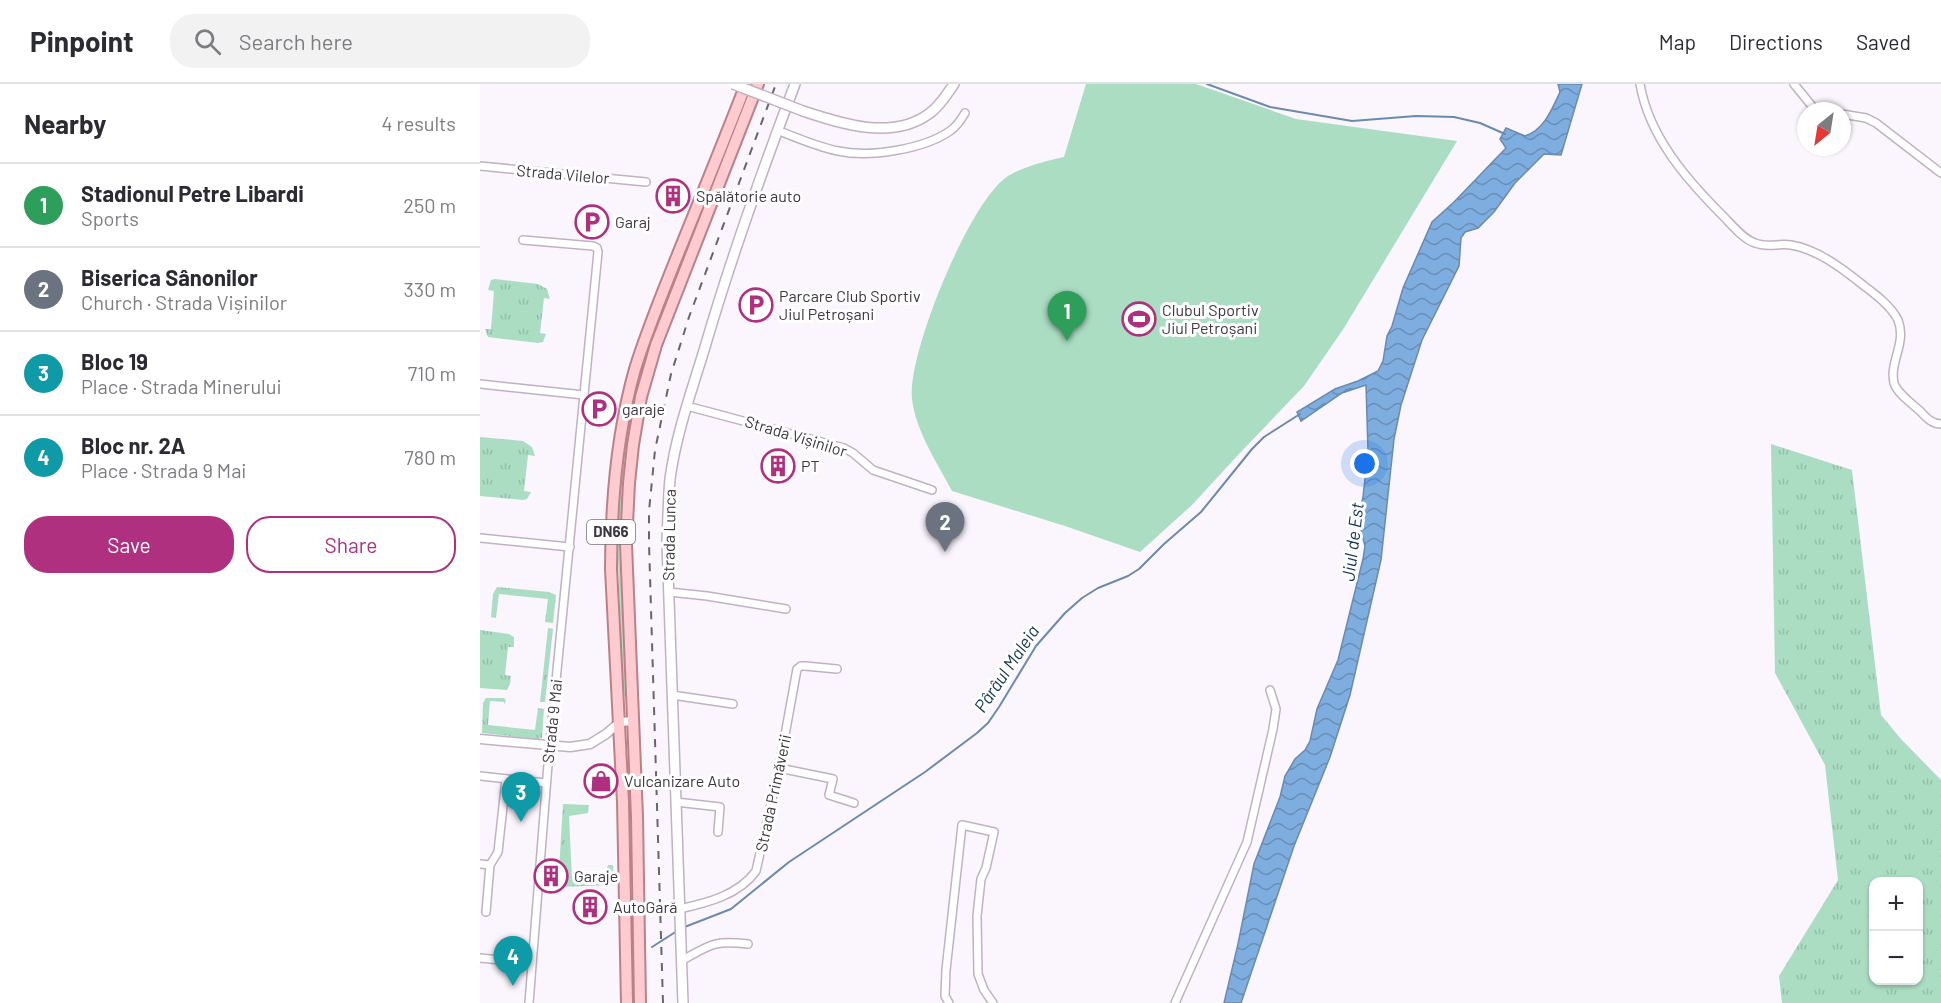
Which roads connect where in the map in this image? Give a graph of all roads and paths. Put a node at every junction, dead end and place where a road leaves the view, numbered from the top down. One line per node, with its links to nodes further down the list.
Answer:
1 (733, 84): 5 (main road, bridge)
2 (746, 84): 30 (main road, DN66)
3 (758, 84): 29 (main road, DN66)
4 (795, 84): 11 (main road, Strada Lunca)
5 (954, 84)
6 (1640, 84): 19 (street)
7 (1794, 84): 8 (street)
8 (1809, 102)
9 (965, 113): 11 (street)
10 (1851, 116): 13 (street)
11 (777, 130): 18 (main road, Strada Lunca)
12 (480, 166): 14 (street, Strada Vilelor)
13 (1941, 173)
14 (646, 182)
15 (523, 240): 17 (street, Strada 9 Mai)
16 (480, 384): 17 (street)
17 (584, 395): 22 (street, Strada 9 Mai)
18 (687, 406): 20 (street, Strada Vișinilor); 23 (main road, Strada Lunca)
19 (1941, 424)
20 (932, 490)
21 (480, 538): 22 (street)
22 (570, 548): 32 (street, Strada 9 Mai)
23 (669, 592): 24 (street); 27 (main road, Strada Lunca)
24 (786, 609)
25 (837, 669): 33 (street, Strada Primăverii)
26 (1270, 690): 62 (street)
27 (672, 695): 28 (street); 37 (main road, Strada Lunca)
28 (733, 704)
29 (633, 721): 30 (street); 40 (main road, DN66)
30 (620, 722): 32 (street); 39 (main road, DN66)
31 (480, 739): 32 (street)
32 (549, 745): 36 (street, Strada 9 Mai)
33 (779, 768): 38 (street); 48 (street, Strada Primăverii)
34 (480, 776): 35 (street)
35 (506, 779): 36 (street); 45 (street)
36 (546, 783): 55 (street, Strada 9 Mai)
37 (676, 802): 41 (street); 48 (main road, Strada Lunca)
38 (854, 803)
39 (623, 817): 40 (main road); 43 (main road, DN66)
40 (637, 817): 42 (main road, DN66)
41 (718, 832)
42 (638, 858): 43 (main road); 46 (main road, DN66)
43 (624, 859): 47 (main road, DN66)
44 (480, 864): 45 (street)
45 (490, 865): 49 (street)
46 (639, 894): 47 (main road); 50 (main road, DN66)
47 (626, 895): 51 (main road, DN66)
48 (679, 909): 54 (main road, Strada Lunca)
49 (486, 912)
50 (639, 936): 51 (main road); 58 (main road, DN66)
51 (627, 937): 57 (main road, DN66)
52 (748, 944): 54 (street)
53 (480, 958): 55 (street)
54 (681, 961): 59 (main road, Strada Lunca)
55 (531, 963): 56 (street, Strada 9 Mai)
56 (529, 1003)
57 (627, 1003)
58 (640, 1003)
59 (683, 1003)
60 (949, 1003): 61 (street)
61 (993, 1003)
62 (1175, 1003)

• [Work task]: Return each line from the data where the string "Primăverii" can be found.

• [Answer to this problem]:
25 (837, 669): 33 (street, Strada Primăverii)
33 (779, 768): 38 (street); 48 (street, Strada Primăverii)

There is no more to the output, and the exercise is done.